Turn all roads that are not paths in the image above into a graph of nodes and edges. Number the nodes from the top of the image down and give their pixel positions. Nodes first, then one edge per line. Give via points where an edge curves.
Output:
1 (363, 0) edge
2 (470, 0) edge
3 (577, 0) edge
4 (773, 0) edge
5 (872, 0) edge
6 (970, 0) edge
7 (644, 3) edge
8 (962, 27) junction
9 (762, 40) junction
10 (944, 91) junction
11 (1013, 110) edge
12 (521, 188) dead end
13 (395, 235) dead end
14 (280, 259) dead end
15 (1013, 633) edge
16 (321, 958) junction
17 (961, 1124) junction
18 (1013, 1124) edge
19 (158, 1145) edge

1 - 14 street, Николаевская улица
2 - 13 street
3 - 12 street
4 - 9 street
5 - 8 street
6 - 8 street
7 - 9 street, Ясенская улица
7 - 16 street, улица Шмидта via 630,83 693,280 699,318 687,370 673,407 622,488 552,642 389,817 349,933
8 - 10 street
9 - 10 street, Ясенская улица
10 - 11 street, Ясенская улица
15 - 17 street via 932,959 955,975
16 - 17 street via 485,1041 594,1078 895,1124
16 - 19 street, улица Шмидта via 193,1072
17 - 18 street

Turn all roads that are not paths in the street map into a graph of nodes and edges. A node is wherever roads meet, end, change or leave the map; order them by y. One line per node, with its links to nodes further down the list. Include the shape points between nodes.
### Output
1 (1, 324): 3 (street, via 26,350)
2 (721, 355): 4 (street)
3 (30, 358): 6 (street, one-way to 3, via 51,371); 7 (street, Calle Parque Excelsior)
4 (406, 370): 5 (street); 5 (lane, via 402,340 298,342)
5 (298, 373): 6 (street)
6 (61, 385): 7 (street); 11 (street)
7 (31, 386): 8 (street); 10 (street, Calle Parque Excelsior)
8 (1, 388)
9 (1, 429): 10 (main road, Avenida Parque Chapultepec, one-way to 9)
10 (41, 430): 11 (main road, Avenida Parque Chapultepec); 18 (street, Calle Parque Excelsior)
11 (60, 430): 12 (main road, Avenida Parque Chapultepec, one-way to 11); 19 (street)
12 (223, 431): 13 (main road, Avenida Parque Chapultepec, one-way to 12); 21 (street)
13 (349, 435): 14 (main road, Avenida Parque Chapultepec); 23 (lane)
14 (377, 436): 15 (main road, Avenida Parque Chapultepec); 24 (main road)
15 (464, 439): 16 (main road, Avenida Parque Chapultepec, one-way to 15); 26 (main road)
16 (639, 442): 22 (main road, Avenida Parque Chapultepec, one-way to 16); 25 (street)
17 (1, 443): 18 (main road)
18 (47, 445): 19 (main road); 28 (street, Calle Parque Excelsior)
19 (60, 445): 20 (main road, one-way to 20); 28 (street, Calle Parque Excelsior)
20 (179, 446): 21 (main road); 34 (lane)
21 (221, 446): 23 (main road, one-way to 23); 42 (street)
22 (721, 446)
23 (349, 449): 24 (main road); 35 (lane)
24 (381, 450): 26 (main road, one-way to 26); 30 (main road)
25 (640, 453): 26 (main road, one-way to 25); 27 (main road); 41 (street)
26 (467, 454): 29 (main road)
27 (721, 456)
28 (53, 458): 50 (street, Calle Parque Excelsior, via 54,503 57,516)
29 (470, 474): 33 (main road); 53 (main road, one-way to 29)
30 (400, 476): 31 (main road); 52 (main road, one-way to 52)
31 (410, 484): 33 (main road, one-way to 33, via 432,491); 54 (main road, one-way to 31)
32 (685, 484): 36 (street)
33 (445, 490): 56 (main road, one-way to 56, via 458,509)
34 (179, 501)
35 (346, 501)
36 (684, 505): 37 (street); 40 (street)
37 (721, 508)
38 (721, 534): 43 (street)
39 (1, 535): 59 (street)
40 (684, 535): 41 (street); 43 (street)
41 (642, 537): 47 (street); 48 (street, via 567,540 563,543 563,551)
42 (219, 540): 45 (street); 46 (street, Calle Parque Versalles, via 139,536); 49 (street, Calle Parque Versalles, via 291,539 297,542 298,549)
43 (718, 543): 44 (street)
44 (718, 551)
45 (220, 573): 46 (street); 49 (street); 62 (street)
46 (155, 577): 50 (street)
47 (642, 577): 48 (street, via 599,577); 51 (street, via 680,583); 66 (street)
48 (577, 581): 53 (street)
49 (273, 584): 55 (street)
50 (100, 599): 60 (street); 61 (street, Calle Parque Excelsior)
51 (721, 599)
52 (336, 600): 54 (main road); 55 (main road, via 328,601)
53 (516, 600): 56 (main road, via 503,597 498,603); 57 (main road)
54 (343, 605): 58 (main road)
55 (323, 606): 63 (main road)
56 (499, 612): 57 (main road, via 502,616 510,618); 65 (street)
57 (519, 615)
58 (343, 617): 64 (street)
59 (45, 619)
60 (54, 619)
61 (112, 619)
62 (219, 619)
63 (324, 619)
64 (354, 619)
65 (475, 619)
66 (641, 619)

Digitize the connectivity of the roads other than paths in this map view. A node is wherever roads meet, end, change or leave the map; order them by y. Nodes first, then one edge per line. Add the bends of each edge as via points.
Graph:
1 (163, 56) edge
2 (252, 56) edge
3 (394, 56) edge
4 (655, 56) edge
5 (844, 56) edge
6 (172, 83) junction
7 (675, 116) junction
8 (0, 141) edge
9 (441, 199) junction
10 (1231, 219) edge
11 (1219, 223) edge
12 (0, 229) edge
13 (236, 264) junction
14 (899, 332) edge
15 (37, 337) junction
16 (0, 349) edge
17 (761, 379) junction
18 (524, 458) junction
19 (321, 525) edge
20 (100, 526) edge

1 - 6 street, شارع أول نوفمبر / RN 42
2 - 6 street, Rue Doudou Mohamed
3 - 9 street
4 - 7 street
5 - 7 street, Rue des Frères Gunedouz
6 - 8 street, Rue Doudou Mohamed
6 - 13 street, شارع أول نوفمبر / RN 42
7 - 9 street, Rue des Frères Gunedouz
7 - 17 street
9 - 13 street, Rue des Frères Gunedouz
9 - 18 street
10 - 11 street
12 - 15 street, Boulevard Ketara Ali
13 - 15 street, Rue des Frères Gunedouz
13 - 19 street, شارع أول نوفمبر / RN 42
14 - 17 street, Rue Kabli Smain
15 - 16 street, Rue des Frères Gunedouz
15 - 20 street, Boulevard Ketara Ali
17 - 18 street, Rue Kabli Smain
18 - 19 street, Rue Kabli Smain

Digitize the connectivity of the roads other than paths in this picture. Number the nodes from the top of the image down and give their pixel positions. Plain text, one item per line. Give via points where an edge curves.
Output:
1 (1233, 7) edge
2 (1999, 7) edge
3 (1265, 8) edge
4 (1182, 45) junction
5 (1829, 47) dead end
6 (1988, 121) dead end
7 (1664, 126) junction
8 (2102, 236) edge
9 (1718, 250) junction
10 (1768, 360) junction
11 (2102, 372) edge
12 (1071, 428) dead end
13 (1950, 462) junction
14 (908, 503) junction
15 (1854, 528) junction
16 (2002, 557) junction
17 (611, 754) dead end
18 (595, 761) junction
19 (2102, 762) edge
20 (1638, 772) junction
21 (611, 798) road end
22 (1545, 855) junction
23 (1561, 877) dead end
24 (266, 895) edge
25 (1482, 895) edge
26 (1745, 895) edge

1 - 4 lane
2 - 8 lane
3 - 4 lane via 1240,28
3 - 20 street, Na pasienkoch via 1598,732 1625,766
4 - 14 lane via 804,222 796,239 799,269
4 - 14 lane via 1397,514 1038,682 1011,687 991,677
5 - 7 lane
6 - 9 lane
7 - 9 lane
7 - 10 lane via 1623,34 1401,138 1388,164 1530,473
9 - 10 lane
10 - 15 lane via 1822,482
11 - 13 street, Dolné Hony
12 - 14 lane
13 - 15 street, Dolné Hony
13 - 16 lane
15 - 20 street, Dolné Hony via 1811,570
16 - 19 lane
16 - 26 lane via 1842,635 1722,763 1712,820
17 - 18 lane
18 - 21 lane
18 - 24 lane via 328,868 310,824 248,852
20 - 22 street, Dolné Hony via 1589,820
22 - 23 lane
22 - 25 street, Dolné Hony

________________________

Prompt: The required answer is each line of the data in which the word "pixel" appears.

Task solution:
Turn all roads that are not paths in the image above into a graph of nodes and edges. Number the nodes from the top of the image down and give their pixel positions. Nodes first, then one edge per line. Give via points where an edge curves.
Digitize the connectivity of the roads other than paths in this picture. Number the nodes from the top of the image down and give their pixel positions. Plain text, one item per line. Give via points where an edge curves.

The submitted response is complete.